43° 41′ 37.2156” N 7° 17′ 17.0772” E
29. juli, 2016
Nice: Only when you are four years old as our granddaughter, Nellie, you can in Nice – two weeks after the horrific attack on July 14 – ask if this is a place, where you can buy teddy bears and flowers.
The memorial site for the 84 random people, who were mowed down by an-ISIL terrorist in a heavy truck on Bastille Day in Nice, is for us, who are older than four years, deep, deep, deep into the heart poignant and oppressive.
Flowers, teddy bears, candle lights, poems, obituaries in overwhelming amounts, the whole atmosphere around the memorial site provokes a desire to stand behind the French and tell them that their sorrow is ours, that we share with them in their showdown against terror.
“Je suis Nice“.
Nice is an enchanting city. Cosmopolitan. Rich. Varied. Energetic. Caracterized by art, culture and architecture of the time, when the European aristocracy met here with one another in the late 1800s and early 1900s.

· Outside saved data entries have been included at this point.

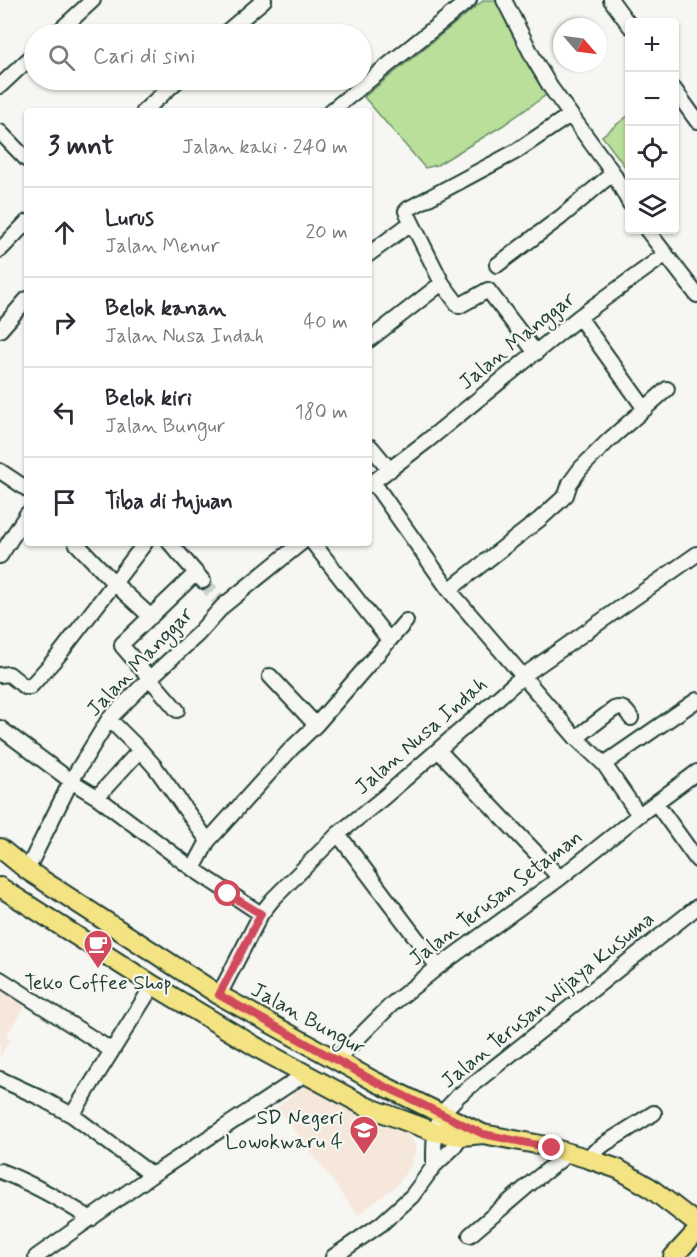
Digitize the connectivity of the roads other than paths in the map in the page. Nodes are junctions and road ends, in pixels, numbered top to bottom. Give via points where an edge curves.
1 (93, 0) edge
2 (264, 0) edge
3 (469, 0) edge
4 (504, 0) edge
5 (611, 0) edge
6 (625, 19) edge
7 (67, 24) edge
8 (236, 24) edge
9 (24, 63) edge
10 (372, 78) edge
11 (0, 86) edge
12 (167, 90) edge
13 (357, 90) edge
14 (679, 95) edge
15 (147, 108) edge
16 (335, 108) edge
17 (570, 115) junction
18 (697, 121) edge
19 (0, 132) edge
20 (24, 157) edge
21 (613, 173) junction
22 (625, 195) edge
23 (411, 223) junction
24 (24, 225) edge
25 (650, 234) edge
26 (0, 250) edge
27 (372, 252) edge
28 (666, 254) junction
29 (497, 265) dead end
30 (442, 284) junction
31 (697, 295) edge
32 (24, 303) edge
33 (579, 317) junction
34 (0, 330) edge
35 (372, 338) edge
36 (536, 353) junction
37 (667, 389) dead end
38 (645, 409) junction
39 (372, 448) edge
40 (390, 470) junction
41 (0, 471) edge
42 (372, 483) edge
43 (372, 485) edge
44 (24, 487) edge
45 (24, 519) edge
46 (79, 546) edge
47 (143, 546) edge
48 (173, 546) edge
49 (294, 546) edge
50 (315, 546) edge
51 (697, 554) edge
52 (0, 556) edge
53 (114, 582) junction
54 (449, 590) junction
55 (151, 617) junction
56 (406, 621) dead end
57 (389, 640) junction
58 (0, 675) edge
59 (270, 676) dead end
60 (523, 676) junction
61 (149, 679) junction
62 (697, 700) edge
63 (177, 710) dead end
64 (630, 718) dead end
65 (109, 719) junction
66 (316, 725) junction
67 (0, 728) edge
68 (576, 738) junction
69 (140, 750) junction
70 (438, 750) junction
71 (604, 764) junction
72 (697, 772) edge
73 (71, 781) junction
74 (97, 797) junction
75 (656, 803) junction
76 (639, 815) junction
77 (338, 834) junction
78 (208, 841) junction
79 (0, 848) edge
80 (697, 860) edge
81 (27, 870) junction
82 (193, 870) junction
83 (560, 878) junction
84 (0, 886) edge
85 (697, 907) edge
86 (261, 914) junction
87 (438, 967) junction
88 (0, 979) edge
89 (153, 985) junction
90 (219, 995) junction
91 (276, 1027) junction
92 (111, 1050) junction
93 (263, 1051) junction
94 (335, 1060) junction
95 (305, 1074) junction
96 (0, 1079) edge
97 (654, 1113) dead end
98 (442, 1114) junction
99 (72, 1115) junction
100 (464, 1130) junction
101 (435, 1132) junction
102 (562, 1151) junction
103 (434, 1166) junction
104 (0, 1171) edge
105 (152, 1175) junction
106 (91, 1219) junction
107 (697, 1224) edge
108 (697, 1231) edge
109 (470, 1235) dead end
110 (36, 1257) edge
111 (333, 1257) edge
112 (673, 1257) edge

1 - 7 street
2 - 8 street
3 - 10 street
4 - 17 street
5 - 6 street
9 - 11 street
12 - 15 street
13 - 16 street
14 - 18 street
17 - 21 street
17 - 23 street via 515,152 406,210
19 - 20 street
21 - 22 street
21 - 29 street
23 - 27 street
23 - 30 street
24 - 26 street
25 - 28 street
28 - 31 street
28 - 33 street, Jalan Manggar
30 - 35 street
30 - 36 street via 459,306 488,290
32 - 34 street
33 - 36 street, Jalan Manggar
33 - 38 street
36 - 40 street, Jalan Manggar
37 - 38 street
38 - 54 street via 581,468 561,500
39 - 40 street
40 - 42 street, Jalan Manggar
41 - 44 street
43 - 54 street
45 - 52 street
46 - 53 street
47 - 53 street
48 - 55 street via 200,577
49 - 61 street, Jalan Manggar via 222,604 198,634
50 - 57 street
51 - 60 street, Jalan Nusa Indah
53 - 55 street
53 - 58 street via 30,687 9,674
54 - 60 street
55 - 61 street via 122,644
56 - 57 street
57 - 66 street
59 - 66 street
60 - 68 street
60 - 70 street, Jalan Nusa Indah
61 - 63 street
61 - 65 street, Jalan Manggar
62 - 71 street
64 - 68 street via 619,707
65 - 69 street
65 - 73 street, Jalan Manggar
66 - 78 street
67 - 73 street
68 - 71 street
69 - 74 street
69 - 78 street
70 - 77 street, Jalan Nusa Indah
70 - 83 street
71 - 76 street
72 - 75 street, Jalan Terusan Setaman
73 - 74 street
73 - 81 street, Jalan Manggar
74 - 82 street
75 - 76 street, Jalan Terusan Setaman
75 - 80 street
76 - 83 street, Jalan Terusan Setaman
77 - 86 street, Jalan Nusa Indah
77 - 87 street
78 - 82 street
79 - 81 main road, Jalan Bungur
81 - 90 main road, Jalan Bungur
82 - 86 street
83 - 87 street, Jalan Terusan Setaman
84 - 89 main road, Jalan Bungur
85 - 98 street, Jalan Terusan Wijaya Kusuma via 463,1092
86 - 90 street, Jalan Nusa Indah
87 - 94 street, Jalan Terusan Setaman via 392,1004
88 - 92 street
89 - 92 street
89 - 93 main road, Jalan Bungur
90 - 91 main road, Jalan Bungur
91 - 93 main road
91 - 94 main road, Jalan Bungur
92 - 99 street
93 - 95 main road, Jalan Bungur
94 - 98 main road, Jalan Bungur
95 - 101 main road, Jalan Bungur via 365,1106
95 - 105 street
96 - 99 street
97 - 102 street via 606,1143
98 - 100 main road, Jalan Bungur
98 - 101 street, Jalan Terusan Wijaya Kusuma
99 - 105 street
100 - 101 main road, Jalan Bungur
100 - 102 main road, Jalan Bungur
100 - 103 street via 453,1148
101 - 103 street, Jalan Terusan Wijaya Kusuma
102 - 107 main road, Jalan Bungur via 618,1170 649,1187
102 - 109 street
103 - 111 street via 412,1196 381,1224
104 - 106 street
105 - 106 street
106 - 110 street
108 - 112 main road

Here are many beautiful buildings, several museums, joyful playgrounds and more life in the streets than in any other town along the French Mediterranean coast.
Exactly this year, the summer of 2016, however, it is difficult to do anything other than let the pictures speech from the memorial after the fatal Bastille Day.
Facts: After having dwelt on the memory of the victims of the July 14 terror here are some factual sailing information: Nice is a relatively inexpensive port: 30 € per night. Slightly cheaper than Cannes: € 34 per night.
Our experience is, that if you are in the big cities, you should try to get into the old port – Vieux Port – then you get a price close to Nice and Cannes. The price rises when you go into smaller ports for instance Marina Baie des Anges between Nice and Antibes. Here you pay € 48 per night without ever getting more for your money.
Therefore: Go for Vieux Ports when you need to seek a harbour with shopping facilities, sanitary facilities and cultural activities beyond what you can get when you anchor for free in the bays.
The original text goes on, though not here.